RECORDS FOR THE TASK =
================================
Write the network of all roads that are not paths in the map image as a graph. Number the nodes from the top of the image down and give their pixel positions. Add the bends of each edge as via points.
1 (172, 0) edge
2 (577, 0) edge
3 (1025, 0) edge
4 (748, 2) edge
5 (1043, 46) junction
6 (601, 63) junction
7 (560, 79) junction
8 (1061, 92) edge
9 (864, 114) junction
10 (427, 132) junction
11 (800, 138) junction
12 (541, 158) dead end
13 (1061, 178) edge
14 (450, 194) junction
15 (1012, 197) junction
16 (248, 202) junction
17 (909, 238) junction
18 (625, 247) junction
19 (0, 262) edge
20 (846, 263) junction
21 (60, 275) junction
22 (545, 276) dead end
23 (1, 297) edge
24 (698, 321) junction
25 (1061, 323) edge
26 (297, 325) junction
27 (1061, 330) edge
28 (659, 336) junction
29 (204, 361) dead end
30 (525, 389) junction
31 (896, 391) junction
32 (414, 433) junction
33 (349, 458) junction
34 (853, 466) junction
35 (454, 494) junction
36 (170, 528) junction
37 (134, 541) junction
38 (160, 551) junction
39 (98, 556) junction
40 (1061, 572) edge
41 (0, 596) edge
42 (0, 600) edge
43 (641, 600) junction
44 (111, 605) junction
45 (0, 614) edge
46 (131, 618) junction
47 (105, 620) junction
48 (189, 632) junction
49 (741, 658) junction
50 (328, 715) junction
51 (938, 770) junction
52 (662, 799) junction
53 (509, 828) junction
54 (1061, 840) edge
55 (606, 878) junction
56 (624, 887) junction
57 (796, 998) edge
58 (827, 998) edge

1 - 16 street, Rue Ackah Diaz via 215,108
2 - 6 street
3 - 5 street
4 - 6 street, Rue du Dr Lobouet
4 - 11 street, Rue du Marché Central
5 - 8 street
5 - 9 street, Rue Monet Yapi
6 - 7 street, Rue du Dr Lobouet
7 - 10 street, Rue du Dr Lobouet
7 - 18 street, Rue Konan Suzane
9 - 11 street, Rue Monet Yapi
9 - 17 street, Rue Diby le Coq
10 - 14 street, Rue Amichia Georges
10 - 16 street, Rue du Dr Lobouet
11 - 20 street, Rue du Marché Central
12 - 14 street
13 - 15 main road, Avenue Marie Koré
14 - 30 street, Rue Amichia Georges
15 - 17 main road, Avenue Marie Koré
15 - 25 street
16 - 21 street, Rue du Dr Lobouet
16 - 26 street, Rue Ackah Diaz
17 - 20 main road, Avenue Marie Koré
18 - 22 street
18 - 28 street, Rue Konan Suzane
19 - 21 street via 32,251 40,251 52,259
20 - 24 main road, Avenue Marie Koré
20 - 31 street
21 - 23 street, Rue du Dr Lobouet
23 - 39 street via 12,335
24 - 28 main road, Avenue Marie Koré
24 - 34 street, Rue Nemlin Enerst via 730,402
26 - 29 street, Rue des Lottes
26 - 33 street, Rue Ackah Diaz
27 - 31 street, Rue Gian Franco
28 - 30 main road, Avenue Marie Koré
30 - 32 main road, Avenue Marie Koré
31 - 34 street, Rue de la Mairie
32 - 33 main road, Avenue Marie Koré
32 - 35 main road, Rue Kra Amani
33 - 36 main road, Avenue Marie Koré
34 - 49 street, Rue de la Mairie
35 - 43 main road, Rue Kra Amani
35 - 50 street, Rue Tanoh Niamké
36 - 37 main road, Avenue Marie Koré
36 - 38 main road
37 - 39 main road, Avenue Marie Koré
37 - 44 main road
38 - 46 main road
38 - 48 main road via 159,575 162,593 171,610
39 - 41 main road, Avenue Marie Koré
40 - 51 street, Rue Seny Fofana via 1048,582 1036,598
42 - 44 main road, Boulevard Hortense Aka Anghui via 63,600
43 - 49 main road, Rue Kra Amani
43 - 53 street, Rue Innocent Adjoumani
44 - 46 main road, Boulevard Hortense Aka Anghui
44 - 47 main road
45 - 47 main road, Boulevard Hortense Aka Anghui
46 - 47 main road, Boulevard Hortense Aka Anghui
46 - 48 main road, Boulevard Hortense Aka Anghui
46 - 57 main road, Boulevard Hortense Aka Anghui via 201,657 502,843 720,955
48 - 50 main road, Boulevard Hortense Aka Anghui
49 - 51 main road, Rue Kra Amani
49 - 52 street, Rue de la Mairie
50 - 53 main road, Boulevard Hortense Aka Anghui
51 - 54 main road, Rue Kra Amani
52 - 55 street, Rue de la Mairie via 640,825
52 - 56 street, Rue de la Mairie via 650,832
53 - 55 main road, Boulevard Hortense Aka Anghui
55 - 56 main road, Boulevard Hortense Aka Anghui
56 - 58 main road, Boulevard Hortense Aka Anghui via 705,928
================================
GOAL OF THE EXERCISE =
Your answer should consist of every record, printed exactly as given.

RESPONSE =
Write the network of all roads that are not paths in the map image as a graph. Number the nodes from the top of the image down and give their pixel positions. Add the bends of each edge as via points.
1 (172, 0) edge
2 (577, 0) edge
3 (1025, 0) edge
4 (748, 2) edge
5 (1043, 46) junction
6 (601, 63) junction
7 (560, 79) junction
8 (1061, 92) edge
9 (864, 114) junction
10 (427, 132) junction
11 (800, 138) junction
12 (541, 158) dead end
13 (1061, 178) edge
14 (450, 194) junction
15 (1012, 197) junction
16 (248, 202) junction
17 (909, 238) junction
18 (625, 247) junction
19 (0, 262) edge
20 (846, 263) junction
21 (60, 275) junction
22 (545, 276) dead end
23 (1, 297) edge
24 (698, 321) junction
25 (1061, 323) edge
26 (297, 325) junction
27 (1061, 330) edge
28 (659, 336) junction
29 (204, 361) dead end
30 (525, 389) junction
31 (896, 391) junction
32 (414, 433) junction
33 (349, 458) junction
34 (853, 466) junction
35 (454, 494) junction
36 (170, 528) junction
37 (134, 541) junction
38 (160, 551) junction
39 (98, 556) junction
40 (1061, 572) edge
41 (0, 596) edge
42 (0, 600) edge
43 (641, 600) junction
44 (111, 605) junction
45 (0, 614) edge
46 (131, 618) junction
47 (105, 620) junction
48 (189, 632) junction
49 (741, 658) junction
50 (328, 715) junction
51 (938, 770) junction
52 (662, 799) junction
53 (509, 828) junction
54 (1061, 840) edge
55 (606, 878) junction
56 (624, 887) junction
57 (796, 998) edge
58 (827, 998) edge

1 - 16 street, Rue Ackah Diaz via 215,108
2 - 6 street
3 - 5 street
4 - 6 street, Rue du Dr Lobouet
4 - 11 street, Rue du Marché Central
5 - 8 street
5 - 9 street, Rue Monet Yapi
6 - 7 street, Rue du Dr Lobouet
7 - 10 street, Rue du Dr Lobouet
7 - 18 street, Rue Konan Suzane
9 - 11 street, Rue Monet Yapi
9 - 17 street, Rue Diby le Coq
10 - 14 street, Rue Amichia Georges
10 - 16 street, Rue du Dr Lobouet
11 - 20 street, Rue du Marché Central
12 - 14 street
13 - 15 main road, Avenue Marie Koré
14 - 30 street, Rue Amichia Georges
15 - 17 main road, Avenue Marie Koré
15 - 25 street
16 - 21 street, Rue du Dr Lobouet
16 - 26 street, Rue Ackah Diaz
17 - 20 main road, Avenue Marie Koré
18 - 22 street
18 - 28 street, Rue Konan Suzane
19 - 21 street via 32,251 40,251 52,259
20 - 24 main road, Avenue Marie Koré
20 - 31 street
21 - 23 street, Rue du Dr Lobouet
23 - 39 street via 12,335
24 - 28 main road, Avenue Marie Koré
24 - 34 street, Rue Nemlin Enerst via 730,402
26 - 29 street, Rue des Lottes
26 - 33 street, Rue Ackah Diaz
27 - 31 street, Rue Gian Franco
28 - 30 main road, Avenue Marie Koré
30 - 32 main road, Avenue Marie Koré
31 - 34 street, Rue de la Mairie
32 - 33 main road, Avenue Marie Koré
32 - 35 main road, Rue Kra Amani
33 - 36 main road, Avenue Marie Koré
34 - 49 street, Rue de la Mairie
35 - 43 main road, Rue Kra Amani
35 - 50 street, Rue Tanoh Niamké
36 - 37 main road, Avenue Marie Koré
36 - 38 main road
37 - 39 main road, Avenue Marie Koré
37 - 44 main road
38 - 46 main road
38 - 48 main road via 159,575 162,593 171,610
39 - 41 main road, Avenue Marie Koré
40 - 51 street, Rue Seny Fofana via 1048,582 1036,598
42 - 44 main road, Boulevard Hortense Aka Anghui via 63,600
43 - 49 main road, Rue Kra Amani
43 - 53 street, Rue Innocent Adjoumani
44 - 46 main road, Boulevard Hortense Aka Anghui
44 - 47 main road
45 - 47 main road, Boulevard Hortense Aka Anghui
46 - 47 main road, Boulevard Hortense Aka Anghui
46 - 48 main road, Boulevard Hortense Aka Anghui
46 - 57 main road, Boulevard Hortense Aka Anghui via 201,657 502,843 720,955
48 - 50 main road, Boulevard Hortense Aka Anghui
49 - 51 main road, Rue Kra Amani
49 - 52 street, Rue de la Mairie
50 - 53 main road, Boulevard Hortense Aka Anghui
51 - 54 main road, Rue Kra Amani
52 - 55 street, Rue de la Mairie via 640,825
52 - 56 street, Rue de la Mairie via 650,832
53 - 55 main road, Boulevard Hortense Aka Anghui
55 - 56 main road, Boulevard Hortense Aka Anghui
56 - 58 main road, Boulevard Hortense Aka Anghui via 705,928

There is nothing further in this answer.